* **What you will do**
Determine the number of lines in these entries that hold the word "Joliot". Give the number and nothing more.

* **Saved entries**
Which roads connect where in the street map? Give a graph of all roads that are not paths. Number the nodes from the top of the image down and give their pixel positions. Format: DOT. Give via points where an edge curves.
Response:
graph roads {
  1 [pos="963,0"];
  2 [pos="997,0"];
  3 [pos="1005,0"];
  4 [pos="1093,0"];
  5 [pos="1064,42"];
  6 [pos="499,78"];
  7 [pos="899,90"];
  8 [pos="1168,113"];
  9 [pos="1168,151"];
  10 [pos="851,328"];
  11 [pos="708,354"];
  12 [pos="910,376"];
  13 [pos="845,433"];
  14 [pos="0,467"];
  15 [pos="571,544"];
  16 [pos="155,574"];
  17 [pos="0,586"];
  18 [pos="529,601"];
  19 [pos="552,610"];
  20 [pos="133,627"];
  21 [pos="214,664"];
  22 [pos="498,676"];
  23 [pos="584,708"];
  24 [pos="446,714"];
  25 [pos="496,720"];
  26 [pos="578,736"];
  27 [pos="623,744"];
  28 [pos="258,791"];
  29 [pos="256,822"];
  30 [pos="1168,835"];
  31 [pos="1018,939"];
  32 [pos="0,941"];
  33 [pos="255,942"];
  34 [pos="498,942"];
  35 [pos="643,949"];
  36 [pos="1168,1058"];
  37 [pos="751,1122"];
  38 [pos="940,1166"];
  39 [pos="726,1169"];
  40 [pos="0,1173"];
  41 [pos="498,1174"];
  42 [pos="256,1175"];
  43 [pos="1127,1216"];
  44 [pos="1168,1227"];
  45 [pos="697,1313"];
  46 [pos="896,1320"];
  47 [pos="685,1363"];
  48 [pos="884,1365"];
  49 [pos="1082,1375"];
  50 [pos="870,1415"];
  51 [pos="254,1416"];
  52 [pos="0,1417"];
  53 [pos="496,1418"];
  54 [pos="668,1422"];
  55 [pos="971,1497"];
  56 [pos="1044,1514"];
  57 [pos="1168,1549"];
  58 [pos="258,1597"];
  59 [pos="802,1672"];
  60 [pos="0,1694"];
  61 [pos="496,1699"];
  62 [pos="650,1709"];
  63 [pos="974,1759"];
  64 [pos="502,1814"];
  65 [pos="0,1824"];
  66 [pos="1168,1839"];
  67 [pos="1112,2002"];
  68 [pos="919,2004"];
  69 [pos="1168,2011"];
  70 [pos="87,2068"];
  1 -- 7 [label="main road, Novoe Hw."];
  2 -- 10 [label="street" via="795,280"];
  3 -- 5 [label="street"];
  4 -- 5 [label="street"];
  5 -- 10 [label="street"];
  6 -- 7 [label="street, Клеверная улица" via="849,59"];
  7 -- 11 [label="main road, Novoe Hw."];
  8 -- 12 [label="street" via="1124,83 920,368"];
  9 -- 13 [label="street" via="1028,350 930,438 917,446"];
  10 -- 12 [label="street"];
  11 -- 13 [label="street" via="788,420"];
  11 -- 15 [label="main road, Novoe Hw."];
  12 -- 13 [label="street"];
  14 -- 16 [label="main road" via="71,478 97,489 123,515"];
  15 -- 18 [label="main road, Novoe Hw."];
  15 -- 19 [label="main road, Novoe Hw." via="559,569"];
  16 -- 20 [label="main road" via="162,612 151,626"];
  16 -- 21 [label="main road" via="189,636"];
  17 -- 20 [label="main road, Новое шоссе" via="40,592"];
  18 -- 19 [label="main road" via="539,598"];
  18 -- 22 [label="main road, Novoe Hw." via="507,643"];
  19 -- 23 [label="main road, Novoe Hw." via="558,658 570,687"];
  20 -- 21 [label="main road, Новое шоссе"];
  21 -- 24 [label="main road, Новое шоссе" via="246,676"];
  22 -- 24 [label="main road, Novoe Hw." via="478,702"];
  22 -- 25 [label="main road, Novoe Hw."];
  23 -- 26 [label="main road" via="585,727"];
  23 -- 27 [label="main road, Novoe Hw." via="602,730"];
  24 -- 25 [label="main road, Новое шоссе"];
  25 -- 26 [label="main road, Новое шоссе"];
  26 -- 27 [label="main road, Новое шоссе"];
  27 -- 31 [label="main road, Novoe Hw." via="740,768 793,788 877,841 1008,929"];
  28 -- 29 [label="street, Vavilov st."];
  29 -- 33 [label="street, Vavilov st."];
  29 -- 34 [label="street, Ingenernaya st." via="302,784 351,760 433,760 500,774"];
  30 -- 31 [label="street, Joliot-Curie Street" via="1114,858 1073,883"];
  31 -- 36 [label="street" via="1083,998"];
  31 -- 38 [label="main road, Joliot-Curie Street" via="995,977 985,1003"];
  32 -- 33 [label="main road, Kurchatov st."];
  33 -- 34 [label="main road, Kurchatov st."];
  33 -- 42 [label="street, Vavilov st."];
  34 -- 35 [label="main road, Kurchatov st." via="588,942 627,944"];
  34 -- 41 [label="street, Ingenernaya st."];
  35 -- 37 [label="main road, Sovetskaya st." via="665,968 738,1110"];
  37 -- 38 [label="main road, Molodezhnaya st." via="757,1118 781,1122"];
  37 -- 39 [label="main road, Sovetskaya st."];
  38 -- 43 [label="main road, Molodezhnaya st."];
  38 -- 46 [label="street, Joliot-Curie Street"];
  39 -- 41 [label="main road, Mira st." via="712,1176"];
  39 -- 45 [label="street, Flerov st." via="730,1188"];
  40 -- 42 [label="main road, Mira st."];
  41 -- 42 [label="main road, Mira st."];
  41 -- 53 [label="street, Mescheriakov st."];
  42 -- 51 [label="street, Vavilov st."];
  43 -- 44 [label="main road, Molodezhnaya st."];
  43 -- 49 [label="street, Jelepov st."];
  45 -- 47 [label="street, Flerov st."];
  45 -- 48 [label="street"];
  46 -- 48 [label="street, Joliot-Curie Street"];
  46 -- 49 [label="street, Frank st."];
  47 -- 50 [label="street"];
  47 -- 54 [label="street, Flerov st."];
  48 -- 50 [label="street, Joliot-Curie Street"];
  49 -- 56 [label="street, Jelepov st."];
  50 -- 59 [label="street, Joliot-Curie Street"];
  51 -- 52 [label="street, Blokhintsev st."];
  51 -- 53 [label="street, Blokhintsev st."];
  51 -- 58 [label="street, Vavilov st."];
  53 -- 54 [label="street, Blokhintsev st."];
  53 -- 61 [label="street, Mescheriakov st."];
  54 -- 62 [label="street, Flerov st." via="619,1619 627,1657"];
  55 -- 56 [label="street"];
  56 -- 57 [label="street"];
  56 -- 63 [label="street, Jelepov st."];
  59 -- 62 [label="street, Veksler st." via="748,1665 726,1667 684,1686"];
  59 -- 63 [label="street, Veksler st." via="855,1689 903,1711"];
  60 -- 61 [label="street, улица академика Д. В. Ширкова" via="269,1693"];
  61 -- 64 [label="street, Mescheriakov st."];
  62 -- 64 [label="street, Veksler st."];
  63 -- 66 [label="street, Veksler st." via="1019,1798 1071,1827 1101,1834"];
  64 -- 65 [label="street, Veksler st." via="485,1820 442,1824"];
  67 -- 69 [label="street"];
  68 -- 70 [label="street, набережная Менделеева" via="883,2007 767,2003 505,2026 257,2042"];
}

* **Answer section**
6